### WHAT IS NEEDED:
If a line of the material holds the string "Eugênio", please copy it.

### MATERIAL SUPPLIED:
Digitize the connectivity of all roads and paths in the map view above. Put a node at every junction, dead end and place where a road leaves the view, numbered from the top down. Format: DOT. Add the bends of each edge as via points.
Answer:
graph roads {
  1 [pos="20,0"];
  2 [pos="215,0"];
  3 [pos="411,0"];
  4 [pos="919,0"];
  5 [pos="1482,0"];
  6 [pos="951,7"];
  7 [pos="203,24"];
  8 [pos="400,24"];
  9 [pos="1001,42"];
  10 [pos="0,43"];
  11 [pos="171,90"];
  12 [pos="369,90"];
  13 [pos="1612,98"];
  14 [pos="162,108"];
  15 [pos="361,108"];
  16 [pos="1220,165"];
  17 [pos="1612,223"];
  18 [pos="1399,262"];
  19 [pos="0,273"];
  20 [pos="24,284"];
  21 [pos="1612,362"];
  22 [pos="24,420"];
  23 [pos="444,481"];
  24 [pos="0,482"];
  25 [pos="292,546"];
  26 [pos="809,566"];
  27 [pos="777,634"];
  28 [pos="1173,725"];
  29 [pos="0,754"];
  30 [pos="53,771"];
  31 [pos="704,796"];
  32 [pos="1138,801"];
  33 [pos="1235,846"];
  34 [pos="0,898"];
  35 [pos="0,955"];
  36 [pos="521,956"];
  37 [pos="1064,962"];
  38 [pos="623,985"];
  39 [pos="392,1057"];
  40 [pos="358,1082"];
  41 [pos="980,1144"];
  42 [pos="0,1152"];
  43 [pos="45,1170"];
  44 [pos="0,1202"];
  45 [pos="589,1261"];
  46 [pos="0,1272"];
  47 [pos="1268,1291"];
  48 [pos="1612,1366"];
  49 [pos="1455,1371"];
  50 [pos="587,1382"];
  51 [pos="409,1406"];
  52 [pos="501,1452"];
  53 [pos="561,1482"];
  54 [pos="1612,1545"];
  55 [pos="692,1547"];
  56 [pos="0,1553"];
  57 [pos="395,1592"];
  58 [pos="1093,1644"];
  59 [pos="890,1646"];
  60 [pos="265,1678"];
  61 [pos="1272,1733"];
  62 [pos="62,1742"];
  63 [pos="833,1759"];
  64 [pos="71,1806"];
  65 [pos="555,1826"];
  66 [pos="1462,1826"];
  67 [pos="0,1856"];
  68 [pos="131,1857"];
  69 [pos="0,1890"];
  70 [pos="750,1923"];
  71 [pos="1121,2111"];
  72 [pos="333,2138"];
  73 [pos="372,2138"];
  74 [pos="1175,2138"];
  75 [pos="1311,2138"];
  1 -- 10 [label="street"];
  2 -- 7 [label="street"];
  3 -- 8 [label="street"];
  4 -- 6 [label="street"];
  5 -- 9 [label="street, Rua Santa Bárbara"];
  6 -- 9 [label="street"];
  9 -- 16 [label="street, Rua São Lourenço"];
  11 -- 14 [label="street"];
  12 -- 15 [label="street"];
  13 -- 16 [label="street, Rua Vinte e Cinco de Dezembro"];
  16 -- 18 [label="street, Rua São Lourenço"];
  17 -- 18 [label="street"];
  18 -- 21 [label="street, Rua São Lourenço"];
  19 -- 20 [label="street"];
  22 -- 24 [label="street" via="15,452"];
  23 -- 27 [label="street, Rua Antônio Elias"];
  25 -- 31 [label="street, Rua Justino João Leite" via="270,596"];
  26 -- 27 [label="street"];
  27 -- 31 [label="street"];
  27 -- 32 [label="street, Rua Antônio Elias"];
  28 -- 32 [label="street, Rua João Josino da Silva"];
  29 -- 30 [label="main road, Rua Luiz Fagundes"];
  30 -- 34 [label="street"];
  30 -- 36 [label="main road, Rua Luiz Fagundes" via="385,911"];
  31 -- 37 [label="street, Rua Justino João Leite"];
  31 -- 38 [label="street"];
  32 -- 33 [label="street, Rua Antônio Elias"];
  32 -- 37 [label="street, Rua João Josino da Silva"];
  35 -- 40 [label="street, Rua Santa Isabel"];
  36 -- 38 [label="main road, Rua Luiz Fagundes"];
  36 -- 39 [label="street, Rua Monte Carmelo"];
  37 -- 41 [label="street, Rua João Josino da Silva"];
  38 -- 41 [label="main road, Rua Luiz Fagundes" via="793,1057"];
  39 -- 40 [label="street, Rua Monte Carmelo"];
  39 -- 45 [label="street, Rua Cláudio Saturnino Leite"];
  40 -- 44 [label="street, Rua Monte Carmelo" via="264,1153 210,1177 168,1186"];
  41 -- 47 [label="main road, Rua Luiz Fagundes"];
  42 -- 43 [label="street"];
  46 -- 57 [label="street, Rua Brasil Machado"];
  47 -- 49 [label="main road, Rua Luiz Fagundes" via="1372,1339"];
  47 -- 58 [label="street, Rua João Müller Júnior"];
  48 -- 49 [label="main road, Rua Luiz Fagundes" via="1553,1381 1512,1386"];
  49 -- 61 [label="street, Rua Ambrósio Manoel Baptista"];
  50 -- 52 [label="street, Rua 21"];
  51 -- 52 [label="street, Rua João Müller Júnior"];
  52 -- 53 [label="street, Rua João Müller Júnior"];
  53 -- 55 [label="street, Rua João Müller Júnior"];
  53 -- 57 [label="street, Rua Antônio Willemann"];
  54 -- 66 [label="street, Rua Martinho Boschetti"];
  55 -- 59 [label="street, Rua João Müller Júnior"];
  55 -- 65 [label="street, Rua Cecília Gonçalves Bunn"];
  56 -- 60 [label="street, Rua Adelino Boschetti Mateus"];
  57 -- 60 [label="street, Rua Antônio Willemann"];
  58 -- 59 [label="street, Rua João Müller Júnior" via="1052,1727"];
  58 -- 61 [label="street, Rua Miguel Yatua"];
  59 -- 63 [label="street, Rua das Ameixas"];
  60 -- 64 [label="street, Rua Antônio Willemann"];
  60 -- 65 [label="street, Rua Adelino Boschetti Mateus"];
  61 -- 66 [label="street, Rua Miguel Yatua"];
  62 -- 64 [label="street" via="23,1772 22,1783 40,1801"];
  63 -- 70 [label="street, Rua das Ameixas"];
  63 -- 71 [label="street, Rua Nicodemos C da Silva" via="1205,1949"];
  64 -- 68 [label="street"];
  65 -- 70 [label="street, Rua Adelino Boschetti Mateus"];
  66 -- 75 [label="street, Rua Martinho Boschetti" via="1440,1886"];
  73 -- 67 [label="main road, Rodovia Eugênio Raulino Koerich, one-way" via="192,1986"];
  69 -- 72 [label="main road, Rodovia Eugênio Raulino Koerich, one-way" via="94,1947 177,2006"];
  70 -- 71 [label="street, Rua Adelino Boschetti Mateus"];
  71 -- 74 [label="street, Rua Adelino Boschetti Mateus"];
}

### EXERCISE ANSWER:
  73 -- 67 [label="main road, Rodovia Eugênio Raulino Koerich, one-way" via="192,1986"];
  69 -- 72 [label="main road, Rodovia Eugênio Raulino Koerich, one-way" via="94,1947 177,2006"];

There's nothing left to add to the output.